Turning to oranges, Korea allowed 5,000 tonnes to be imported under a 10 per cent tariff between 19 January and 31 March. The quota was quickly exhausted with US oranges, which usually face a 50 per cent tariff until the end of February. There is no duty on US oranges after 1 March under the KORUS FTA, and import supply is now switching over to Australian oranges, which are also duty-free under Australia’s FTA with Korea.

Avocado imports are unlikely to be impacted by the zero duty, according to Choi. “The Peruvian season has now started, and Mexico is no longer [a supply] option for Korea this year due to end-of-season quality issues – there is no duty on Peruvian avocados under the FTA.”
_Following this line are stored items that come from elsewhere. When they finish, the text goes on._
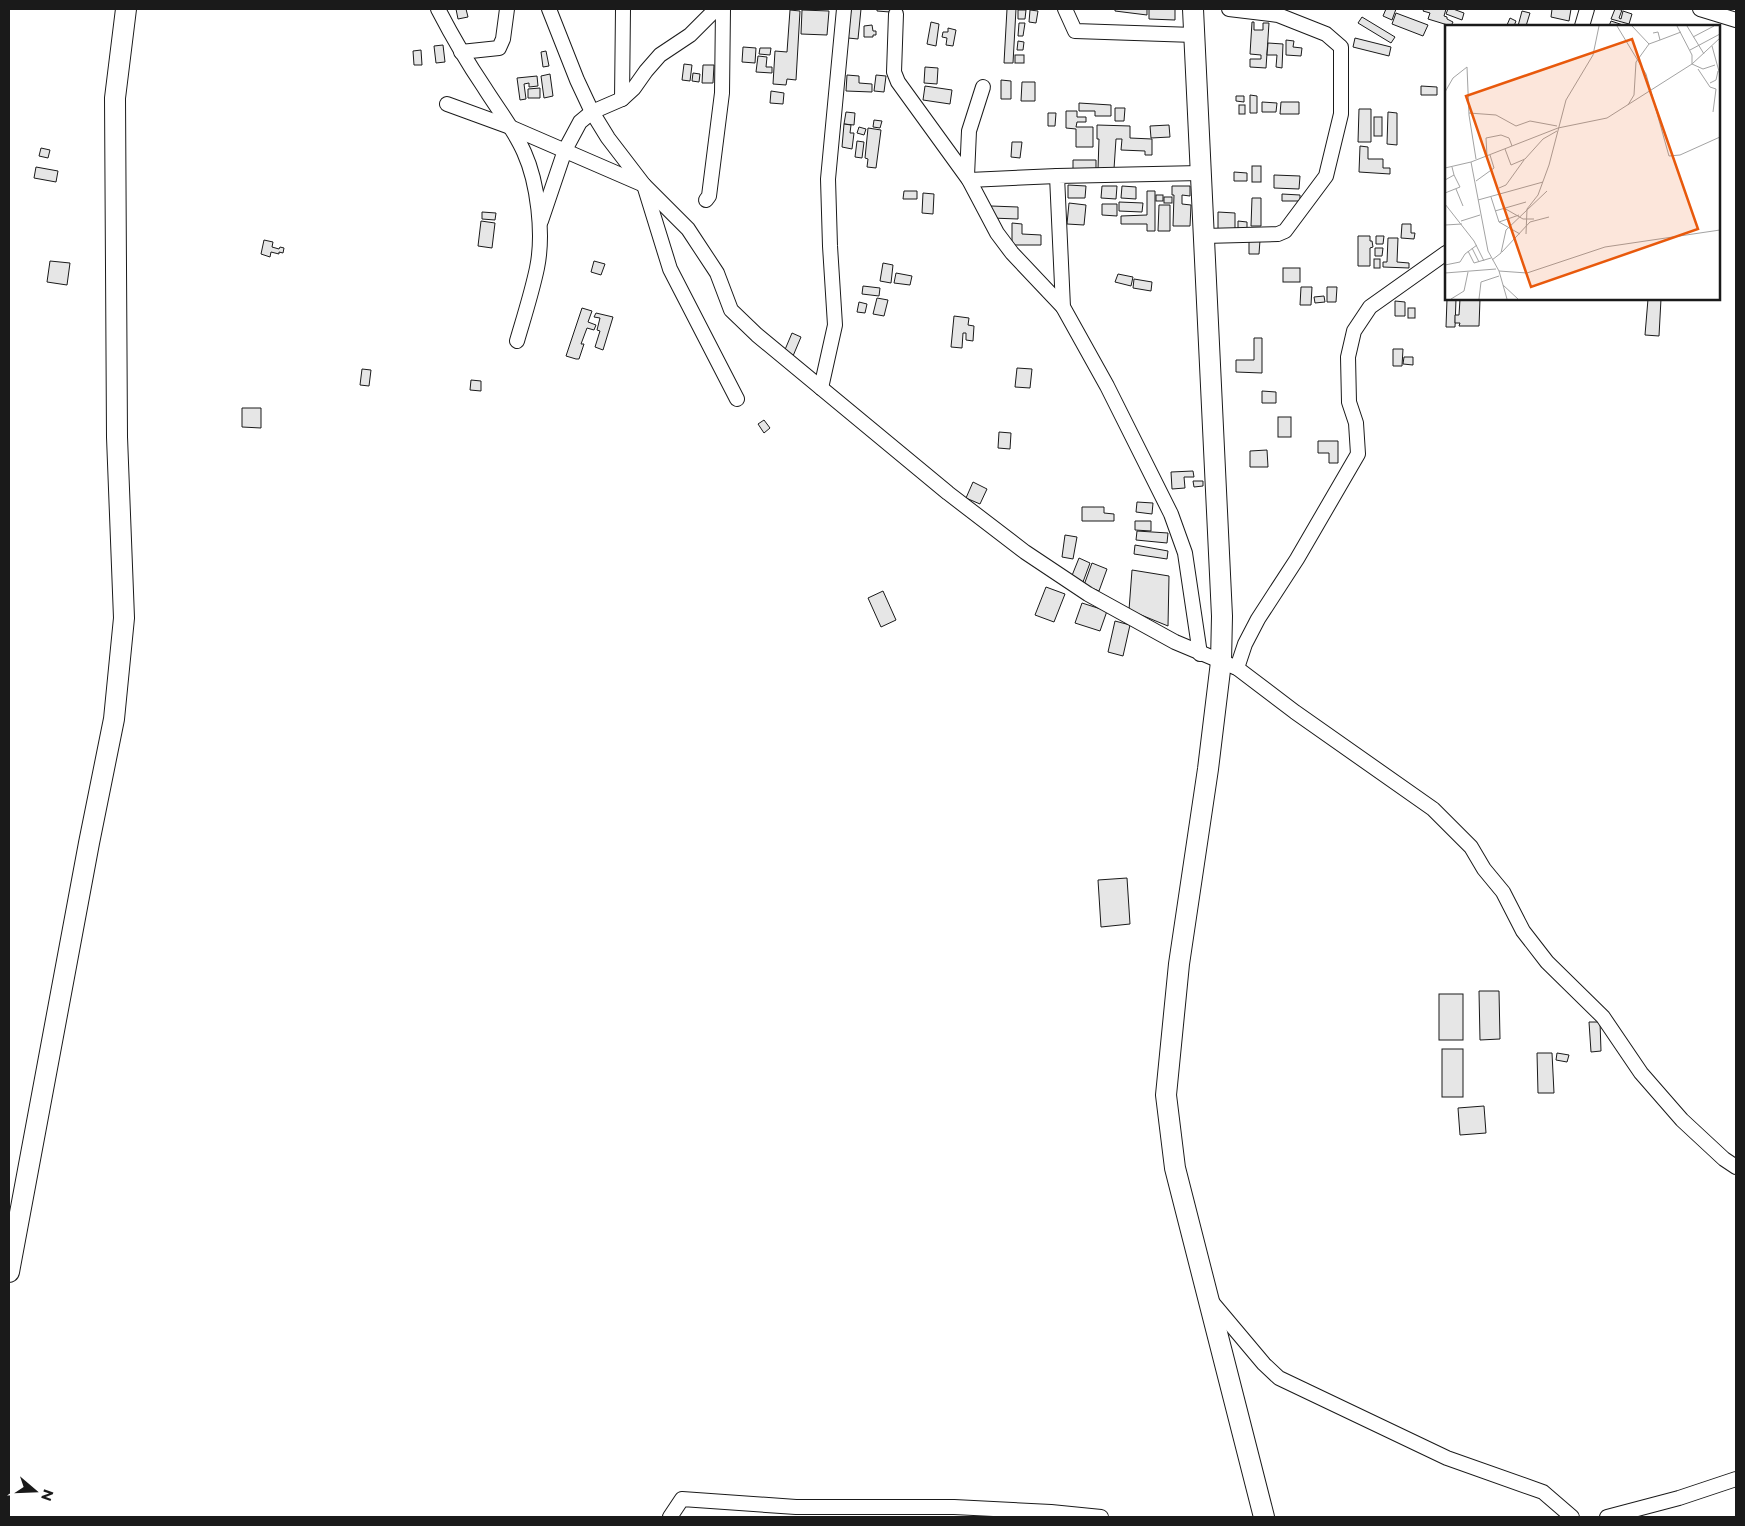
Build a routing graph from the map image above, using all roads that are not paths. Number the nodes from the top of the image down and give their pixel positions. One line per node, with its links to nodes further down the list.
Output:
1 (126, 9): 40 (street)
2 (438, 9): 18 (street)
3 (507, 9): 18 (street)
4 (550, 9): 22 (street)
5 (623, 9): 20 (street)
6 (716, 9): 20 (street)
7 (723, 9): 29 (street)
8 (844, 9): 35 (street)
9 (1065, 9): 17 (street)
10 (1193, 9): 17 (street)
11 (1229, 9): 31 (street)
12 (1588, 9): 16 (street)
13 (1700, 9): 15 (street)
14 (896, 14): 27 (street)
15 (1736, 20)
16 (1582, 25)
17 (1194, 34): 25 (street)
18 (461, 52): 23 (street)
19 (983, 87): 27 (street)
20 (622, 99): 22 (street)
21 (447, 104): 23 (street)
22 (592, 112): 24 (street); 28 (street)
23 (510, 127): 24 (street); 30 (street)
24 (564, 150): 28 (street); 30 (street)
25 (1201, 173): 26 (street); 31 (street)
26 (1057, 176): 27 (street); 33 (street)
27 (968, 178): 33 (street)
28 (644, 185): 35 (street); 36 (street)
29 (706, 200)
30 (540, 224): 34 (street)
31 (1204, 236): 38 (street)
32 (1445, 254): 38 (street)
33 (1063, 307): 37 (street)
34 (517, 341)
35 (821, 388): 37 (street)
36 (737, 399)
37 (1200, 654): 38 (street)
38 (1229, 665): 39 (street); 41 (street)
39 (1736, 1167)
40 (9, 1272)
41 (1208, 1297): 45 (street); 46 (street)
42 (1736, 1479): 47 (street)
43 (670, 1517): 44 (street)
44 (1102, 1517)
45 (1264, 1517)
46 (1572, 1517)
47 (1607, 1517)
Will zero tariffs lift demand?

Danny Guo, general manager of trade at JWM Asia, which recently opened an office in Korea, said the temporary tax exemption presented “a complex situation”.

“The actions from the government are with good intentions, but the precise impact remains uncertain,” said Guo.

“We can see it attracting more volume since the tax emption results in a more competitive landed cost. However, economic indicators and market dynamics will play a crucial role in in determining the outcomes.”

“Our client base generally advised that the temporary measures may not necessarily lead to increased demand from consumers.

“Also, there is a concern that fruit arriving in the market may be more variable in quality, which could lead to some market pressure.”

Importers noted that one of the key hurdles to growing sales is the poor economic situation in Korea. In this climate, the temporary tax exemption does not necessarily translate into increased demand.

“In summary, while the tax emption stimulates activity, balancing volume, quality, and economic conditions remains critical,” said Guo. “The market’s response post-exemption will provide valuable insights”.